Why does the same proportion of a radioactive substance decay per time period? (half life) Just wondering, if decay is random, why does the activity half every half life, as in, why does it have to reduce by the same proportion in the same time period?
 A: You're asking the wrong question.
There is no magical notion by which it decays by half.  That is why "half-lives" vary so much.  "Half-lives" are simply the chosen method of measurement.
Your question is analogous to asking "why all cars travel in hourly increments?" just because we measure speed in km/h.
The notion implicit is using half-lives, is that given a large enough sample (1 mol = 6 E23) the rate of decay is close enough to constant.  ie:  That if say in any second, the "chance" of decay is X% for any atom, then over such a huge sample X will present as a constant.  For example, if we said that a person having open-heart surgery has a 0.1% chance of dying on the table, we would not expect that to be accurate over a small sample.  We couldn't say "well only 10 of us are having the operation today, so I'm safe."  But over many trillions of such operations, we'd expect the 0.1% to hold true.
In summary, a half-life is simply a different way of presenting a constant rate of decay.

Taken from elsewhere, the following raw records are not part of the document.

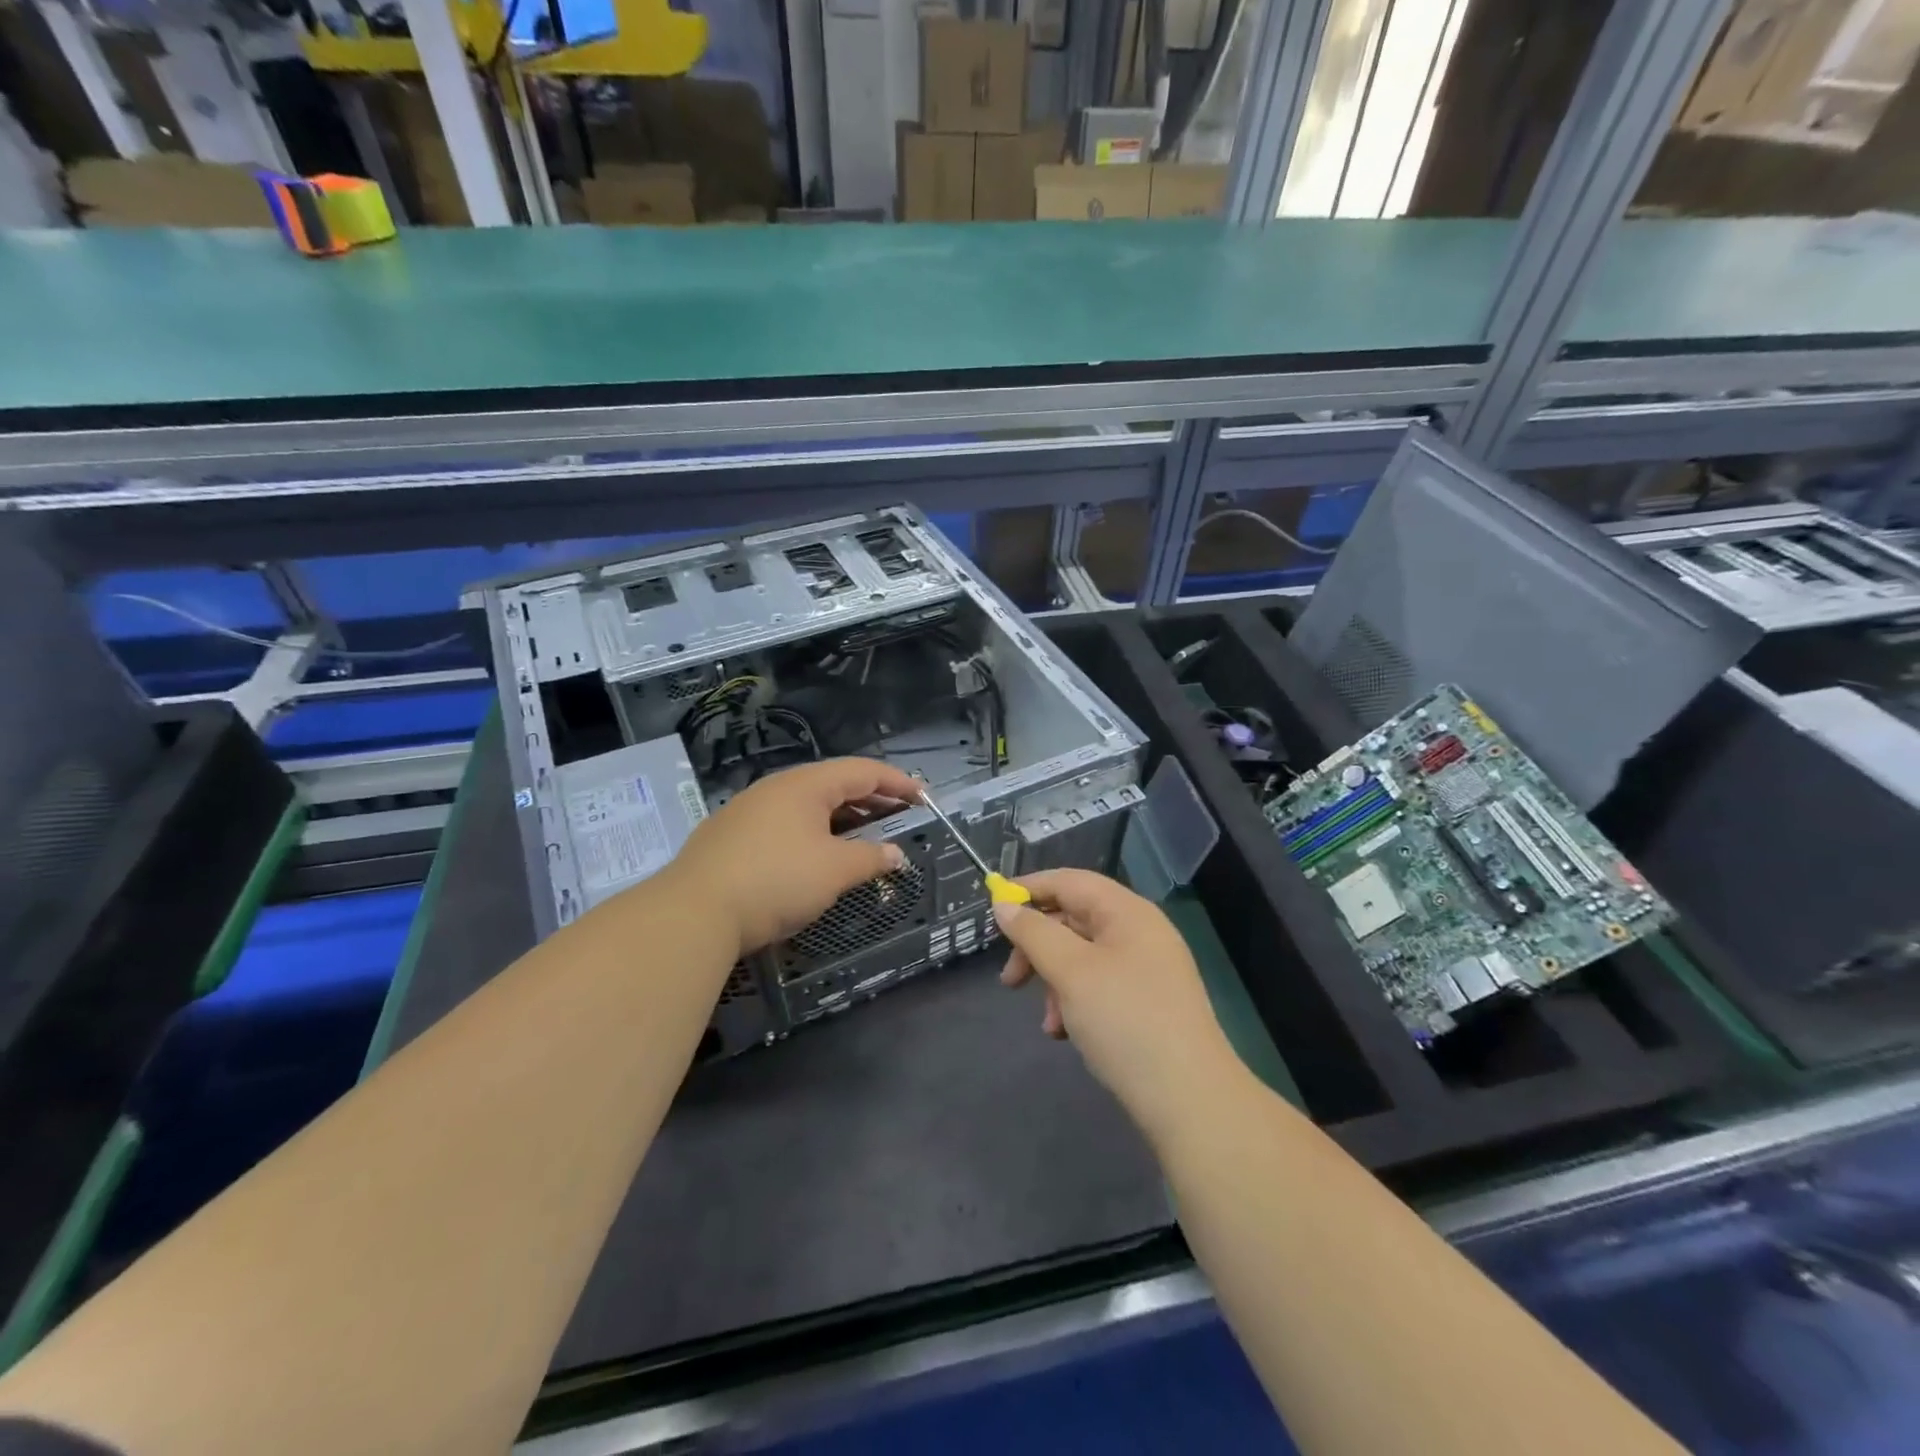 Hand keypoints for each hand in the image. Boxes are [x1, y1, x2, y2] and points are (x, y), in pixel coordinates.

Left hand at [664, 757, 924, 955]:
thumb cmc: (776, 881)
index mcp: (806, 785)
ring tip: (864, 836)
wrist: (693, 911)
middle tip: (899, 816)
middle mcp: (777, 787)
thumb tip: (895, 854)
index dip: (898, 782)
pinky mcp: (731, 834)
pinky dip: (814, 830)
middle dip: (871, 799)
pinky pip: (786, 822)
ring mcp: (749, 809)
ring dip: (842, 817)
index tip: (924, 798)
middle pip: (835, 783)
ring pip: (808, 804)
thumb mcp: (834, 871)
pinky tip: (816, 854)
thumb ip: (870, 858)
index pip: (863, 771)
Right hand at [995, 869, 1241, 1143]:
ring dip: (1054, 980)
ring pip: (1083, 956)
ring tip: (1047, 1021)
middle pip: (1074, 919)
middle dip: (1037, 946)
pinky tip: (1064, 1033)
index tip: (993, 909)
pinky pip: (1099, 985)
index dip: (1029, 889)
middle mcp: (1140, 931)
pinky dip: (1075, 1001)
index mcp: (1127, 912)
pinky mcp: (1148, 1002)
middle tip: (1010, 979)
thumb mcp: (1070, 972)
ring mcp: (1147, 968)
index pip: (1070, 881)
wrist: (1190, 1099)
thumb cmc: (1125, 1021)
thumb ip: (1033, 933)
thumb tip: (1004, 906) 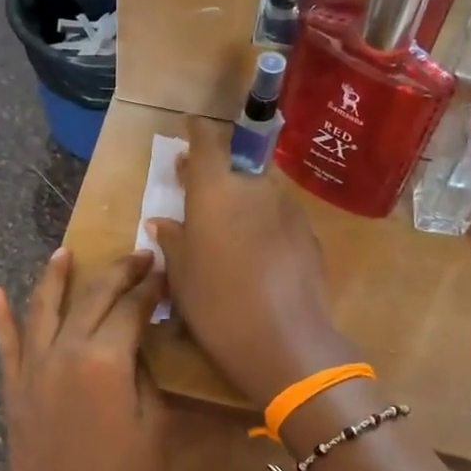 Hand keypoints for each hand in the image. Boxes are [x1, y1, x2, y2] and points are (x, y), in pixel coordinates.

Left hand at [0, 248, 166, 470]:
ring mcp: (31, 371)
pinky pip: (5, 345)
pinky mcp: (13, 392)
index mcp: (105, 360)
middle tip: (138, 257)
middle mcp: (63, 352)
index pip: (130, 308)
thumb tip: (137, 345)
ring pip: (42, 309)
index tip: (164, 272)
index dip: (150, 288)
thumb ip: (144, 376)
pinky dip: (1, 316)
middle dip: (117, 273)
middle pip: (91, 298)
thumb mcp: (155, 428)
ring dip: (55, 278)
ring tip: (64, 252)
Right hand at [147, 118, 359, 408]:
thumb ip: (173, 241)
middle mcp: (254, 188)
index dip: (197, 131)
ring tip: (228, 238)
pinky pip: (278, 219)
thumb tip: (162, 222)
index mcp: (215, 191)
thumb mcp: (181, 277)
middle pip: (234, 170)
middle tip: (196, 196)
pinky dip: (263, 227)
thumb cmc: (217, 307)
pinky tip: (256, 259)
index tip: (190, 128)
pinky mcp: (308, 233)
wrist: (285, 342)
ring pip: (258, 196)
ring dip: (241, 205)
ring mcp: (287, 209)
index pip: (207, 141)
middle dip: (215, 178) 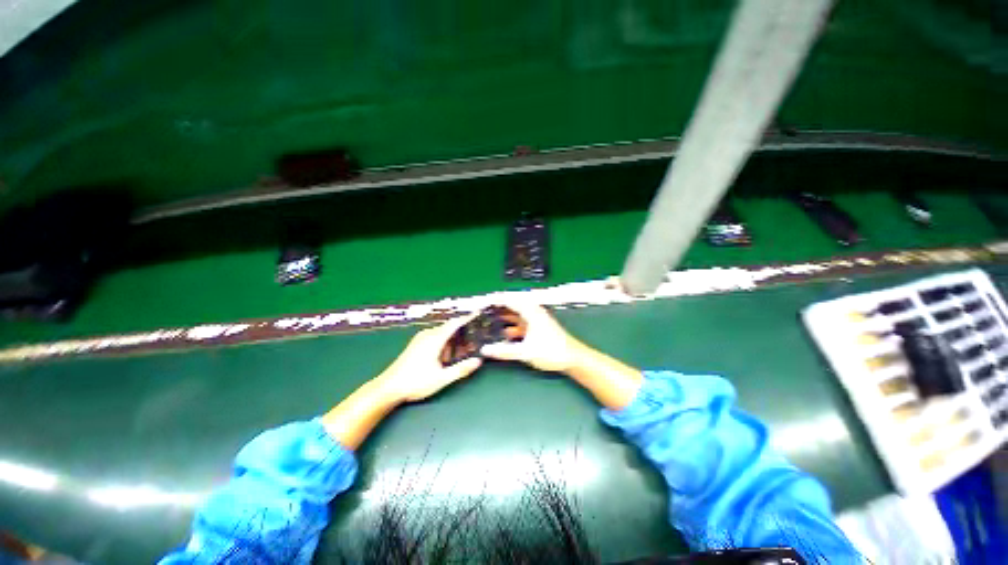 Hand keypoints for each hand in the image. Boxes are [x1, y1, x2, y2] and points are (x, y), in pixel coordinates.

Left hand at [376, 316, 482, 402]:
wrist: (388, 388)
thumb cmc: (415, 382)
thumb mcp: (441, 378)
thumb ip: (461, 369)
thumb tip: (478, 361)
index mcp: (435, 339)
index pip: (454, 323)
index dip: (467, 318)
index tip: (479, 314)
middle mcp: (428, 335)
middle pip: (449, 328)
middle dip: (462, 333)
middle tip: (474, 341)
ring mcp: (420, 339)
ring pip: (442, 334)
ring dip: (453, 341)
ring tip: (462, 352)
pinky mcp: (416, 344)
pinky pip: (435, 338)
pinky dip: (445, 343)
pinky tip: (446, 357)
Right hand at [480, 299, 584, 372]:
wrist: (573, 358)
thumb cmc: (553, 351)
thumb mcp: (526, 352)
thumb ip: (504, 351)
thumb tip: (485, 350)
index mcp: (531, 311)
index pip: (509, 299)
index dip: (494, 300)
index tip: (481, 302)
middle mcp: (533, 312)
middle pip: (511, 305)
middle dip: (497, 307)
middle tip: (482, 311)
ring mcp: (535, 319)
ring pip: (515, 314)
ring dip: (503, 316)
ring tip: (489, 320)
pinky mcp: (537, 327)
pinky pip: (520, 322)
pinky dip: (510, 325)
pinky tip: (503, 333)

(Keeping in mind that a constant RATE of decay, delivers progressively smaller decay as the amount of un-decayed material reduces.)
A: The word random in this context does not mean totally without order.
What it means is that one cannot predict exactly when a particular unstable nucleus will decay although there is an underlying probability of decay of an unstable nucleus in a specified interval of time.  
An interval of time which is often used for a particular species of unstable nucleus is the half-life.
The probability that an unstable nucleus will decay in a time interval equal to one half life is $\frac 12$.
If an unstable nucleus does not decay in that time interval then the probability that it will decay during the next time interval of the same length is still $\frac 12$ . . . etc.  
You will note that this is similar to the toss of a coin with two outcomes heads and tails each with a probability of $\frac 12$.
However an insight to the randomness of coin tossing might be shown in that although the probability of tossing a head is $\frac 12$, then if one tossed a coin $100$ times there is a fairly low probability, $0.07959$, of the outcome being exactly $50$ heads and $50$ tails.
So what you have is a number of possible outcomes, number of heads + number of tails $=100$, for which you can predict the probability of them happening but you cannot say for certain, probability $=1$, which of those outcomes will actually occur.  
In the context of radioactive decay on average half a sample of unstable nuclei will decay in one half life and then on average half the remaining unstable nuclei will decay during the next interval of one half life etc.
With samples of billions and billions of unstable nuclei the statistical fluctuations about “one half will decay during a time interval of one half life” will be small.
As the number of unstable nuclei becomes smaller the statistical fluctuation about one half will get larger.
Just think about what you would predict about the decay of $3$ unstable nuclei in an interval of one half life. They could all not decay for ten half lives although the probability of the happening is small. 
A: An example that might help:
Start with a big pile of coins. Flip them. Remove the heads. About half remain. 
Take the remainder and flip them. Remove the heads. About half remain. 
Take the remainder and flip them. Remove the heads. About half remain. 
The analogy: An atom has a 50% chance of decaying in some particular interval $T_{1/2}$. After each of those intervals, half are left. 
A: It's a consequence of the fact that the nucleus doesn't know how many other nuclei are in your lump of material. A 3kg block of uranium has to decay at the same rate as three 1kg blocks of uranium. Which means a 1kg block has to decay at 1/3 of that rate. A 1kg block is the same as 3 1/3kg blocks, so a 1/3kg block has to decay at 1/3 of that rate too.
Now suppose you have a 3kg block of uranium (or whatever-ium), and it takes a year to decay into 1kg of whatever-ium (and 2kg of other stuff - let's pretend you have a system to take that away because we're only talking about the uranium here). Since you have 1kg, it must decay at 1/3 of the rate that it did at the start. It takes the same time to decay 2/3kg from a 1kg block as it does to decay 2kg from a 3kg block. That means after a year, you only have 1/3kg left. And decaying 2/9kg from a 1/3kg block takes the same time as decaying 2/3kg from a 1kg block. So after another year, you have 1/9kg left. And so on.
We say that whatever-ium has a third-life of one year.
We can extrapolate with maths. We know it has a ninth-life (1/3 squared) of two years. We know it has a 57.3%-life (square root of 1/3) of half a year. We know it has a half-life of 0.63092975357 years (you need to use logarithms to work this out).
We measure things in half-lives because it's convenient. We could equally well use third-lives or quarter-lives or fifth-lives or two-thirds-lives.
A: A couple of answers above hit it well. Here is a slightly different perspective.
From an visual standpoint, consider a pointillist painting. If you look at any single dot up close, the painting makes no sense. Stand back, and order falls into place.
The term “random” does not mean without order. It means that nothing we know up to this point with this particular perspective enables us to predict its function going forward in time.